Differential inhibition of the pressor effects of natural pro-endothelins by phosphoramidon in rats.

The vasopressor responses of three natural endothelins (ET-1, ET-2, ET-3) and their precursors, pro-ETs, were studied in a pithed rat preparation, which allows the profile and the potency of vasoconstrictor agents to be determined in the absence of central control of the cardiovascular system. ET-1 was found to be 4- and 8-fold more potent in raising blood pressure than ET-2 and ET-3, respectively. The immediate precursors of these isopeptides, h-pro-ET-1 (human), p-pro-ET-1 (porcine), pro-ET-2 and pro-ET-3, produced significantly smaller pressor responses than their respective ETs, when measured either as peaks or as areas under the time-effect curve.

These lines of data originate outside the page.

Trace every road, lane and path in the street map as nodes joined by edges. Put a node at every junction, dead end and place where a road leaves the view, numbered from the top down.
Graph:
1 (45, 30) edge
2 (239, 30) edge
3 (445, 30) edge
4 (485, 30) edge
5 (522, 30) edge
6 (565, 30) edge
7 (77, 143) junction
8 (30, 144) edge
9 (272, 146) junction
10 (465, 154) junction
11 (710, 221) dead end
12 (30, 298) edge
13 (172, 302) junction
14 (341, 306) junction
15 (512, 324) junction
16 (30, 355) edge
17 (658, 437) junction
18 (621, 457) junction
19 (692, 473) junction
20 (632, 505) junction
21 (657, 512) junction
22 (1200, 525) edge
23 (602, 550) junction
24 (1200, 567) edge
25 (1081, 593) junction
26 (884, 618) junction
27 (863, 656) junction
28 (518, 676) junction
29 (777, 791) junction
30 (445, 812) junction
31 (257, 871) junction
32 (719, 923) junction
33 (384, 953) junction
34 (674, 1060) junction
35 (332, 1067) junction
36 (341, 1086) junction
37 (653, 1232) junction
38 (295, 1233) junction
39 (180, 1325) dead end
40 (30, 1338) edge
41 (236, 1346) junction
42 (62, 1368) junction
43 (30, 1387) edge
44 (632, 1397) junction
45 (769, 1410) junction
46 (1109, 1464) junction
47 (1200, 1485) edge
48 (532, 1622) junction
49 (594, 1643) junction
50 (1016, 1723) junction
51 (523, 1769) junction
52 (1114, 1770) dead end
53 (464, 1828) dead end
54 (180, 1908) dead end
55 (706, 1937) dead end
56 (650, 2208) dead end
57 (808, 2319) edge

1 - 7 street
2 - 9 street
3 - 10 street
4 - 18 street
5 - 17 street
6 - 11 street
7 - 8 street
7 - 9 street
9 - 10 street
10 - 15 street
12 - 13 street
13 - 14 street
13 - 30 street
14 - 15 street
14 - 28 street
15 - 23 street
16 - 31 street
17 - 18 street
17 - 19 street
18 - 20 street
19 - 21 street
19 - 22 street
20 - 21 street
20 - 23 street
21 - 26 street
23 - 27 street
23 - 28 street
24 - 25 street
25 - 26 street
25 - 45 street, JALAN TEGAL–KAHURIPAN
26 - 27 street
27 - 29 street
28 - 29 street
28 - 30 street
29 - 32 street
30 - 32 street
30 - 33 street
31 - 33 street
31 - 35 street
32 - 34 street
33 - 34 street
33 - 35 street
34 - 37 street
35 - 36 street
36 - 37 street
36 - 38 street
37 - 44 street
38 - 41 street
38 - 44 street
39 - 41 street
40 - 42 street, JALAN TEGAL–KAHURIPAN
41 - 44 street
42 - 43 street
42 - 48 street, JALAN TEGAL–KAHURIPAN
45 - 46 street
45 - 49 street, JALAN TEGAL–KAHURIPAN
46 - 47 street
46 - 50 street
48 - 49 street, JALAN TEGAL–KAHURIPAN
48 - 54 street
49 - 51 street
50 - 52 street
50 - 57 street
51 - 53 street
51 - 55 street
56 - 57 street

Hence, the bioavailability of h-pro-ET-1, p-pro-ET-1 and pro-ET-2, assessed on the basis of these two parameters, was approximately 50% of that of their corresponding ET, whereas the bioavailability of pro-ET-3 was only 25% that of ET-3. Phosphoramidon inhibits metallopeptidases, the enzymes that convert pro-ETs to ETs. The approximate i.v. doses of phosphoramidon reducing by 50% the pressor effects of the pro-ETs were 2.5, 0.625, less than 2.5 (this dose produced 75% inhibition) and 5 mg/kg i.v. for h-pro-ET-1, p-pro-ET-1, pro-ET-2 and pro-ET-3, respectively. In conclusion, these results indicate that the rat may have more than one pro-ET converting enzyme, each specific for one of the natural pro-ETs studied, although the alternative explanation, that there is a single enzyme with different affinities for these pro-ETs, cannot be entirely dismissed.